"I think since Christmas, Ann and I have only slept in our home one time," Romney said. "The other nights have been on the road."

He said he and his wife try to "get together a couple days a week," but usually they are going in different directions.

"It's more demanding than I think people would expect," he said on of the campaign trail. The former Massachusetts governor joked that he is racking up the "frequent flyer miles" traveling the country.

Romney, who has five married sons and 16 grandchildren, credited his family for supporting his campaign.

"They've all got jobs," he said of his sons. "They give me a weekend here, a weekend there." 

He said that on the road, "when we're in the neighborhood where the kids live, we're able to get together with them and see the grandkids."
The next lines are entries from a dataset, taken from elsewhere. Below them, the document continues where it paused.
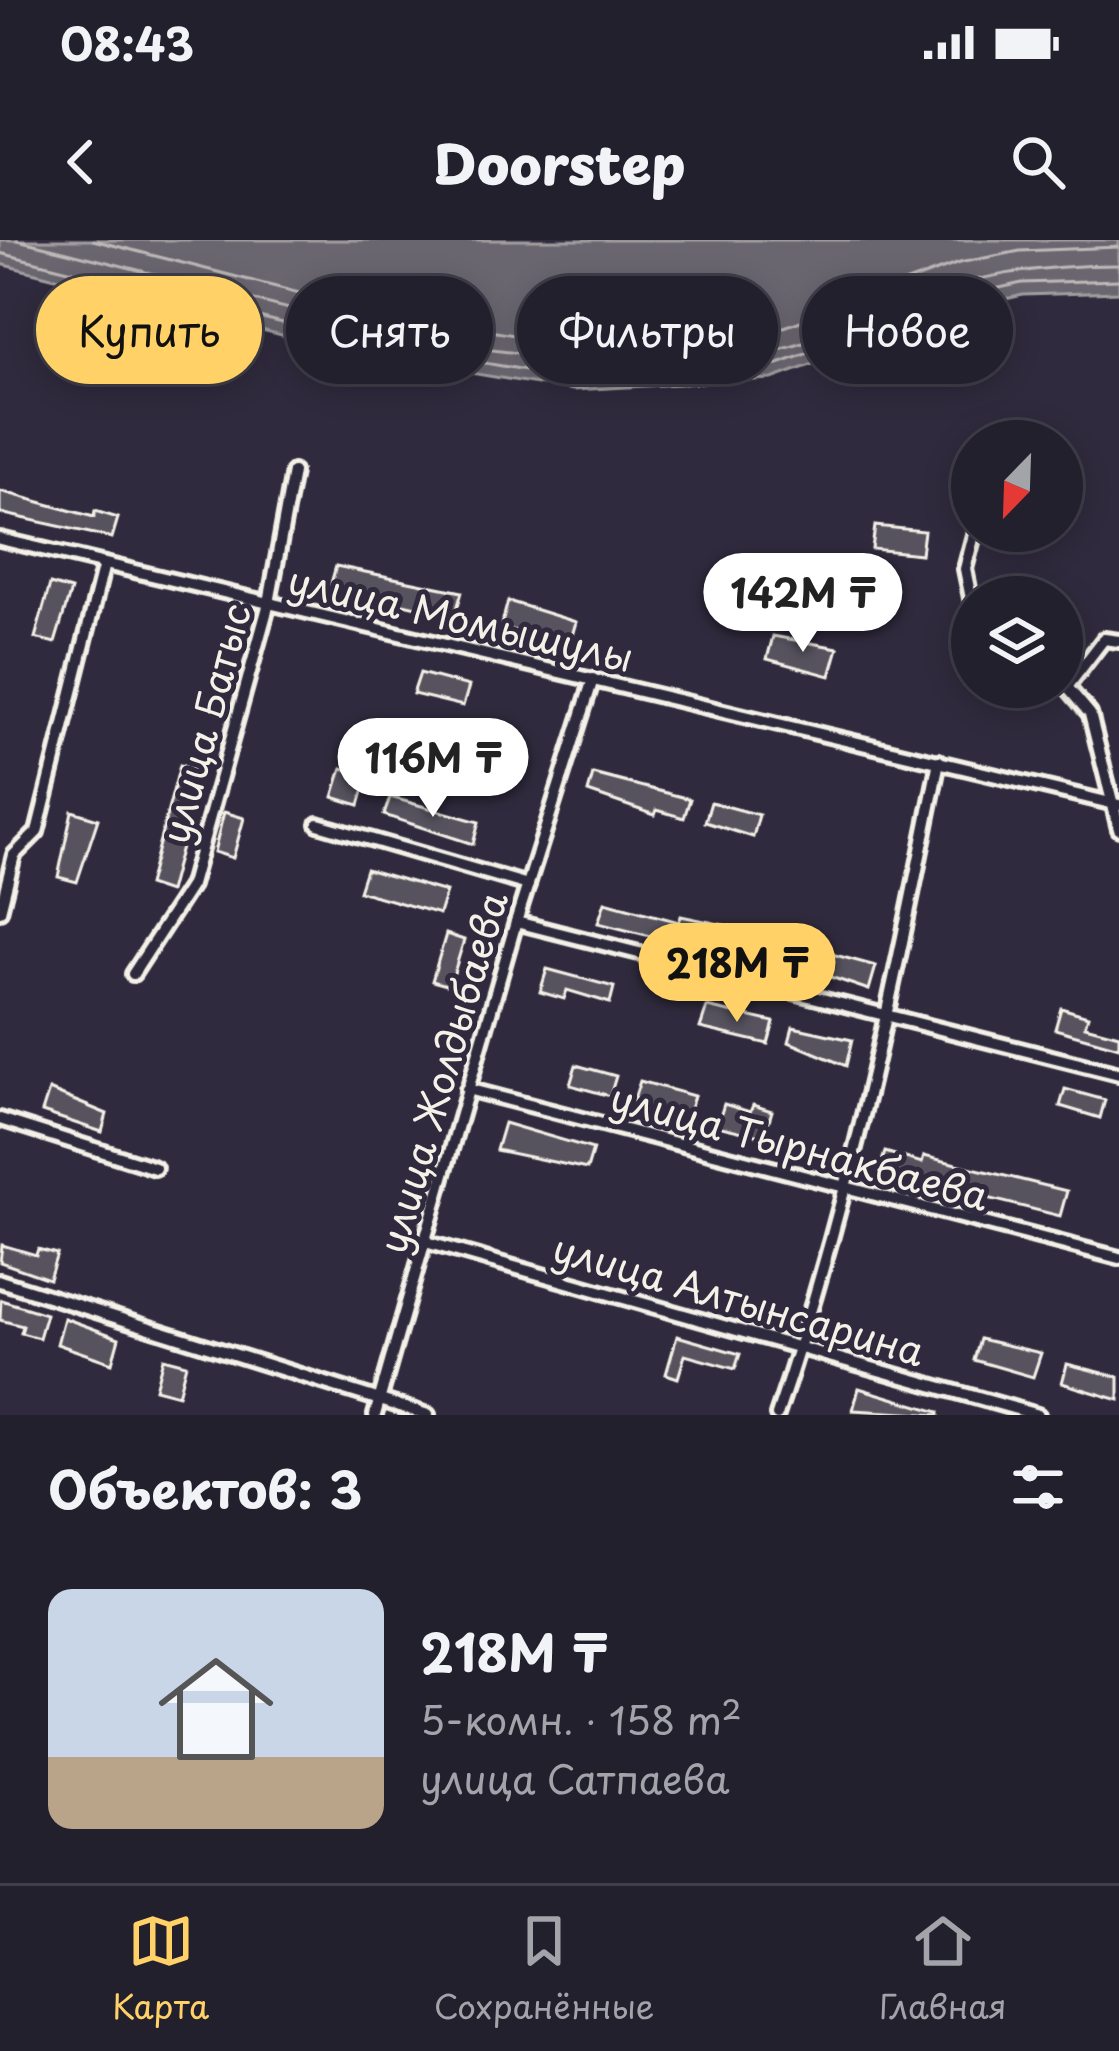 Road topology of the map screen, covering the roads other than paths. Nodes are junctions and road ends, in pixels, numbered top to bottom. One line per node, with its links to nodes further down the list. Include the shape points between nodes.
1 (292, 472): 4 (street, улица Батыс)
2 (0, 539): 3 (street, улица Момышулы)
3 (104, 564): 4 (street, улица Момышулы); 14 (street, via 37,832 14,855)
4 (268, 603): 7 (street, улица Момышулы); 16 (street, улица Батыс, via 191,885)
5 (1119, 640): 6 (street, via 1104,640)
6 (1083, 664)
7 (593, 679): 9 (street, улица Момышулы); 13 (street, улица Жолдыбаева)
8 (1083, 706): 10 (street)
9 (939, 761): 10 (street, улица Момышулы); 17 (street)
10 (1117, 804): 12 (street)
11 (318, 824): 13 (street)
12 (1119, 829)
13 (528, 885): 15 (street, улица Жолдыбаева)
14 (0, 911)
15 (516, 922): 17 (street); 19 (street, улица Жолдыбаева)
16 (134, 974)
17 (889, 1015): 18 (street); 22 (street)
18 (1119, 1074)
19 (467, 1089): 22 (street, улица Тырнакбаева); 23 (street, улица Жолдыбаева)
20 (0, 1119): 21 (street)
21 (155, 1168)
22 (845, 1187): 24 (street, улица Тырнакбаева); 26 (street)
23 (422, 1241): 26 (street, улица Алтынсарина); 27 (street, улица Жолдыбаева)
24 (1119, 1258)
25 (0, 1281): 27 (street)
26 (801, 1347): 30 (street); 31 (street, улица Алтынсарина)
27 (379, 1400): 28 (street, улица Жолдыбаева); 29 (street)
28 (375, 1415)
29 (428, 1415)
30 (777, 1415)
31 (1038, 1415) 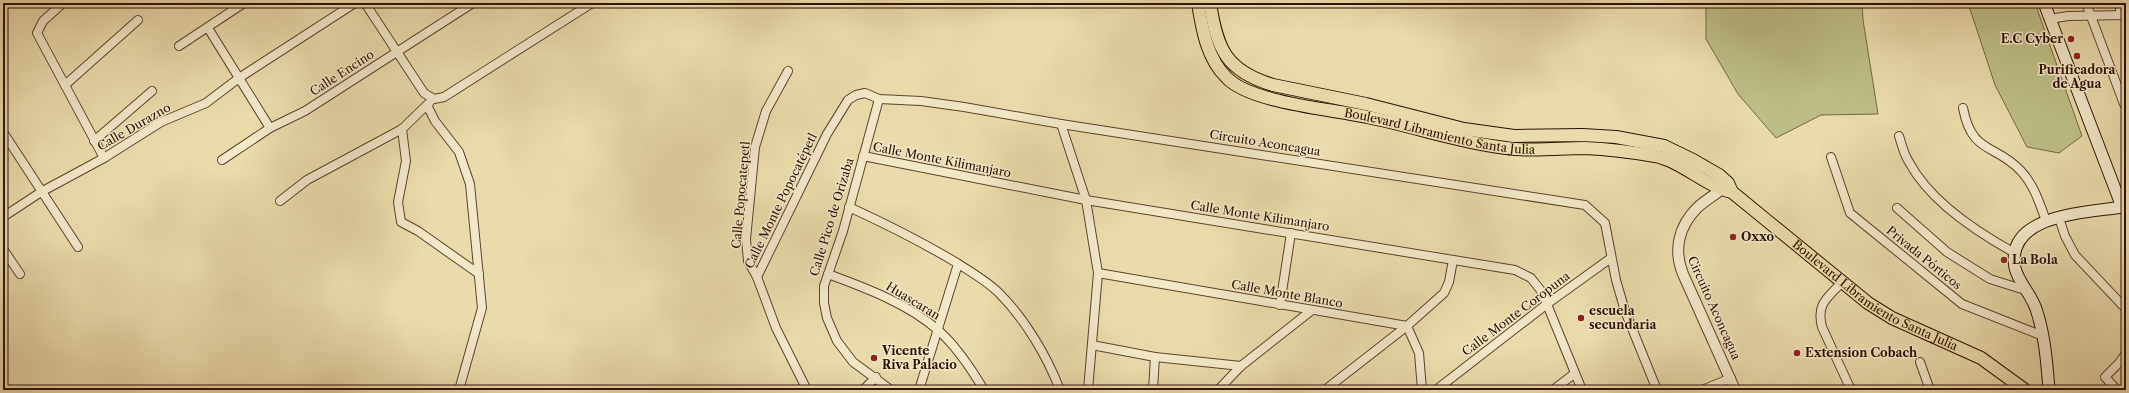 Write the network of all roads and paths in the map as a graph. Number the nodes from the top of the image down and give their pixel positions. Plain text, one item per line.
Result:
1 (63, 3) edge
2 (244, 3) edge
3 (355, 3) edge
4 (365, 3) edge
5 (473, 3) edge
6 (592, 3) edge
7 (1198, 3) edge
8 (1210, 3) edge
9 (2044, 3) edge
10 (2086, 3) edge
11 (2119, 3) edge
12 (2091, 15) junction
13 (2124, 15) edge
14 (2050, 19) junction
15 (138, 20) dead end
16 (208, 28) junction
17 (179, 46) dead end
18 (397, 52) junction
19 (788, 71) dead end
20 (239, 78) junction
21 (65, 85) junction
22 (152, 91) dead end
23 (434, 99) junction
24 (879, 99) junction
25 (2124, 104) dead end
26 (427, 105) junction
27 (1963, 108) dead end
28 (1061, 124) junction
29 (270, 128) junction
30 (402, 129) junction
31 (3, 132) edge
32 (1899, 136) dead end
33 (94, 141) junction
34 (863, 156) junction
35 (1831, 157) dead end
36 (104, 158) junction
37 (222, 160) dead end
38 (1727, 188) junction
39 (41, 192) junction
40 (1086, 200) junction
41 (280, 201) dead end
42 (849, 207) junction
43 (2124, 207) edge
44 (1897, 208) dead end
45 (3, 217) edge
46 (2059, 218) junction
47 (2046, 221) junction
48 (1291, 233) junction
49 (78, 247) dead end
50 (3, 249) edge
51 (2013, 252) junction
52 (1611, 258) junction
53 (1453, 260) junction
54 (958, 264) junction
55 (1098, 273) junction
56 (20, 274) dead end
57 (479, 274) junction
58 (828, 274) junction
59 (757, 277) junction
60 (1842, 282) junction
61 (2025, 290) junction
62 (1547, 304) junction
63 (1280, 305) junction
64 (2126, 309) edge
65 (1312, 310) junction
66 (1407, 326) junction
67 (937, 330) junction
68 (2043, 336) junction
69 (1092, 345) junction
70 (2126, 353) edge
71 (1156, 357) junction
72 (1920, 362) dead end
73 (2119, 363) junction
74 (1241, 366) junction
75 (2126, 369) edge
76 (1574, 374) junction
77 (876, 377) junction
78 (1731, 378) junction
79 (459, 390) edge
80 (807, 390) edge
81 (863, 390) edge
82 (891, 390) edge
83 (919, 390) edge
84 (984, 390) edge
85 (1060, 390) edge
86 (1088, 390) edge
87 (1153, 390) edge
88 (1218, 390) edge
89 (1325, 390) edge
90 (1422, 390) edge
91 (1436, 390) edge
92 (1553, 390) edge
93 (1582, 390) edge
94 (1657, 390) edge
95 (1702, 390) edge
96 (1736, 390) edge
97 (1851, 390) edge
98 (1930, 390) edge
99 (2025, 390) edge
100 (2049, 390) edge
101 (2117, 390) edge

1 - 21 street
2 - 16 street
3 - 20 street, Calle Durazno
4 - 18 street
5 - 18 street, Calle Encino
6 - 23 street
7 - 38 main road, Boulevard Libramiento Santa Julia
8 - 38 main road, Boulevard Libramiento Santa Julia
9 - 14 main road
10 - 12 street
11 - 13 street
12 - 13 street
12 - 14 street
12 - 25 street
14 - 43 main road
15 - 21 street
16 - 17 street
16 - 20 street
18 - 23 street
18 - 29 street, Calle Encino
19 - 59 street, Calle Popocatepetl
20 - 29 street
20 - 36 street, Calle Durazno
21 - 33 street
22 - 33 street
23 - 26 street
24 - 28 street, Circuito Aconcagua
24 - 34 street, Calle Pico de Orizaba
24 - 59 street, Calle Monte Popocatépetl
26 - 30 street
26 - 57 street
27 - 47 street
28 - 40 street
28 - 52 street, Circuito Aconcagua
29 - 37 street, Calle Encino
30 - 41 street
30 - 57 street
31 - 39 street
32 - 51 street
33 - 36 street
34 - 40 street, Calle Monte Kilimanjaro
34 - 42 street, Calle Pico de Orizaba
35 - 68 street, Privada Pórticos
36 - 39 street, Calle Durazno
38 - 60 main road, Boulevard Libramiento Santa Julia
38 - 78 street, Circuito Aconcagua
39 - 45 street, Calle Durazno
39 - 49 street
40 - 48 street, Calle Monte Kilimanjaro
40 - 55 street
42 - 54 street
42 - 58 street, Calle Pico de Orizaba
43 - 46 main road
44 - 61 street
46 - 47 main road
46 - 64 street
47 - 51 main road
48 - 53 street, Calle Monte Kilimanjaro
48 - 63 street
50 - 56 street
51 - 61 main road
52 - 62 street, Calle Monte Coropuna
52 - 94 street, Circuito Aconcagua
53 - 62 street, Calle Monte Kilimanjaro
53 - 66 street
54 - 67 street
54 - 85 street
55 - 63 street, Calle Monte Blanco
55 - 69 street
57 - 79 street
58 - 67 street, Huascaran
58 - 77 street, Calle Pico de Orizaba
59 - 80 street, Calle Monte Popocatépetl
60 - 97 street
60 - 99 main road, Boulevard Libramiento Santa Julia
61 - 68 main road
62 - 76 street, Calle Monte Kilimanjaro
62 - 91 street, Calle Monte Coropuna
63 - 65 street, Calle Monte Blanco
65 - 66 street, Calle Monte Blanco
65 - 74 street
66 - 89 street
66 - 90 street
67 - 83 street
67 - 84 street, Huascaran
68 - 100 main road
69 - 71 street
69 - 86 street
70 - 73 street
71 - 74 street
71 - 87 street
72 - 98 street
73 - 75 street
73 - 101 street
74 - 88 street
76 - 92 street
76 - 93 street, Calle Monte Kilimanjaro
77 - 81 street
77 - 82 street, Calle Pico de Orizaba
78 - 95 street
78 - 96 street, Circuito Aconcagua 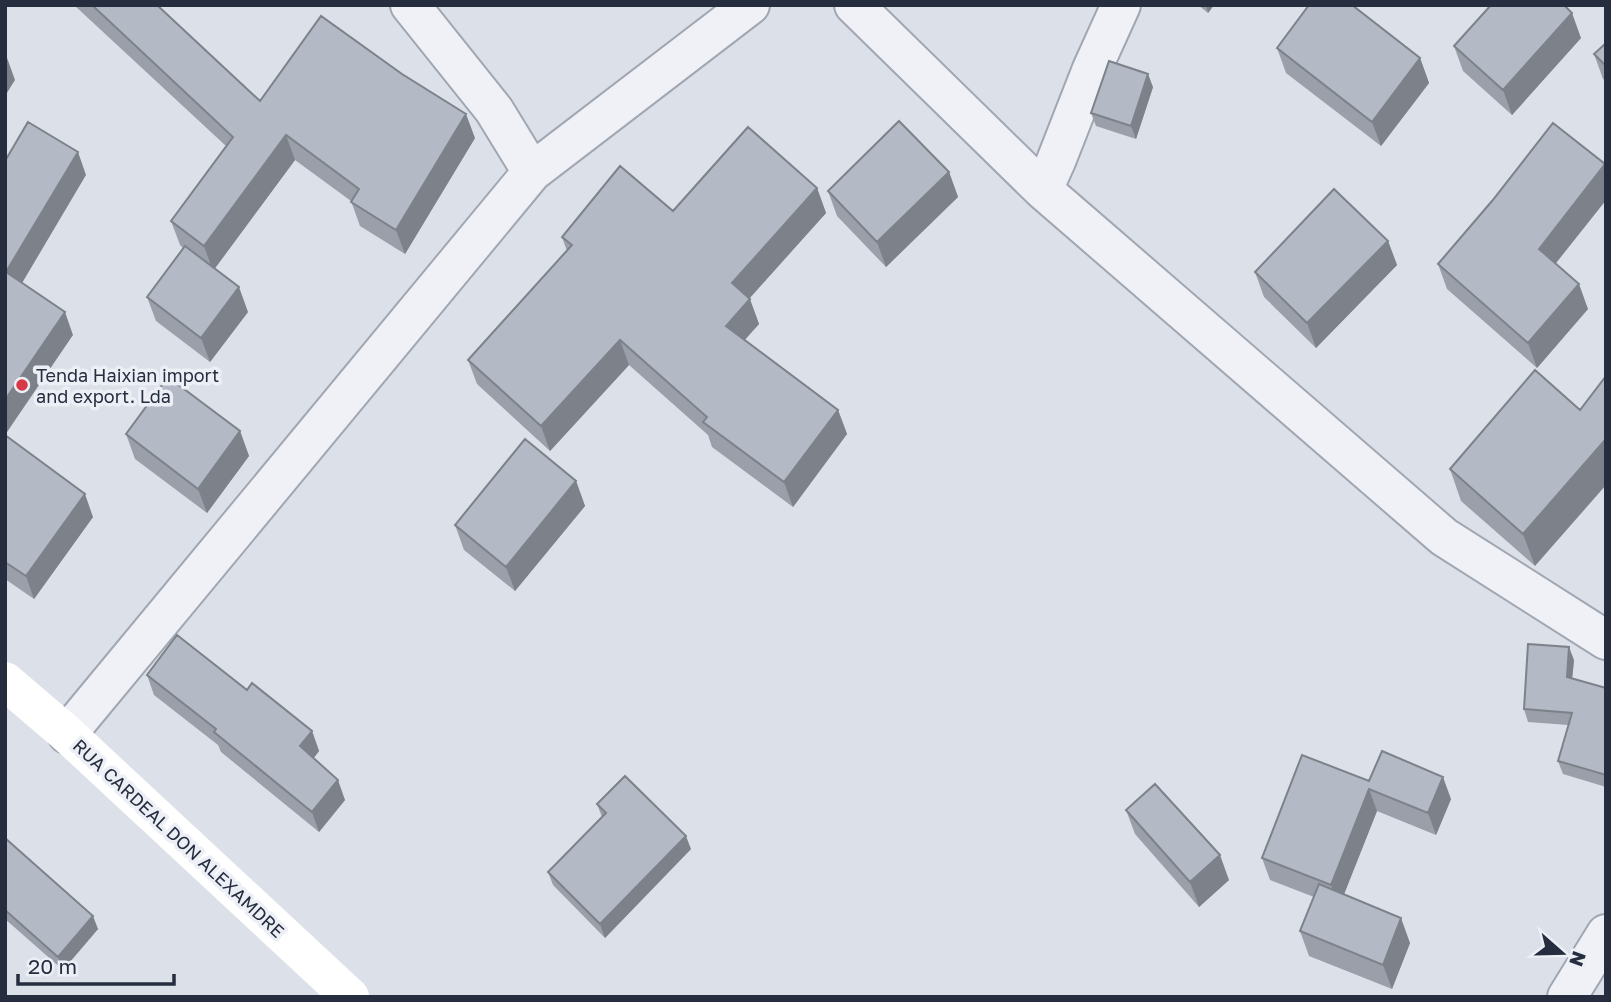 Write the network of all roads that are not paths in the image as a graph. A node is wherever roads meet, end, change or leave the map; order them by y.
1 (410, 5) edge
2 (750, 5) edge
3 (854, 5) edge
4 (1121, 5) edge
5 (532, 172) junction
6 (1043, 190) junction
7 (1606, 640) edge
8 (5, 681) edge
9 (67, 734) junction
10 (1606, 934) edge
11 (350, 997) edge
12 (1567, 997) edge

1 - 5 street
2 - 5 street
3 - 6 street
4 - 6 street
5 - 9 street
6 - 7 street
8 - 9 main road, RUA CARDEAL DON ALEXAMDRE
9 - 11 main road, RUA CARDEAL DON ALEXAMDRE
10 - 12 street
Ann Romney has become a steady presence campaigning for her husband in various states, as well, and her family has said it's her goal to "humanize" the man who has sometimes struggled to achieve a connection with the working class.

She weighed in on the topic of life on the road with her husband a few weeks ago on her Pinterest page. "Mitt and I just missed each other on the road in Michigan — here's the note he left," she wrote in the caption to a picture of herself holding up a note from her husband. The note includes a heart with an arrow in it that reads "I love Ann" and a note: "Miss you and see you soon! Love you." 

On his wife's Pinterest page, Romney noted that his wife's recipe for "meatloaf cakes" is rightfully popular on the virtual scrapbooking site.

"That's my favorite, the meatloaf cakes are the best," he said. On Pinterest, the commenters are calling the recipe "Mittloaf."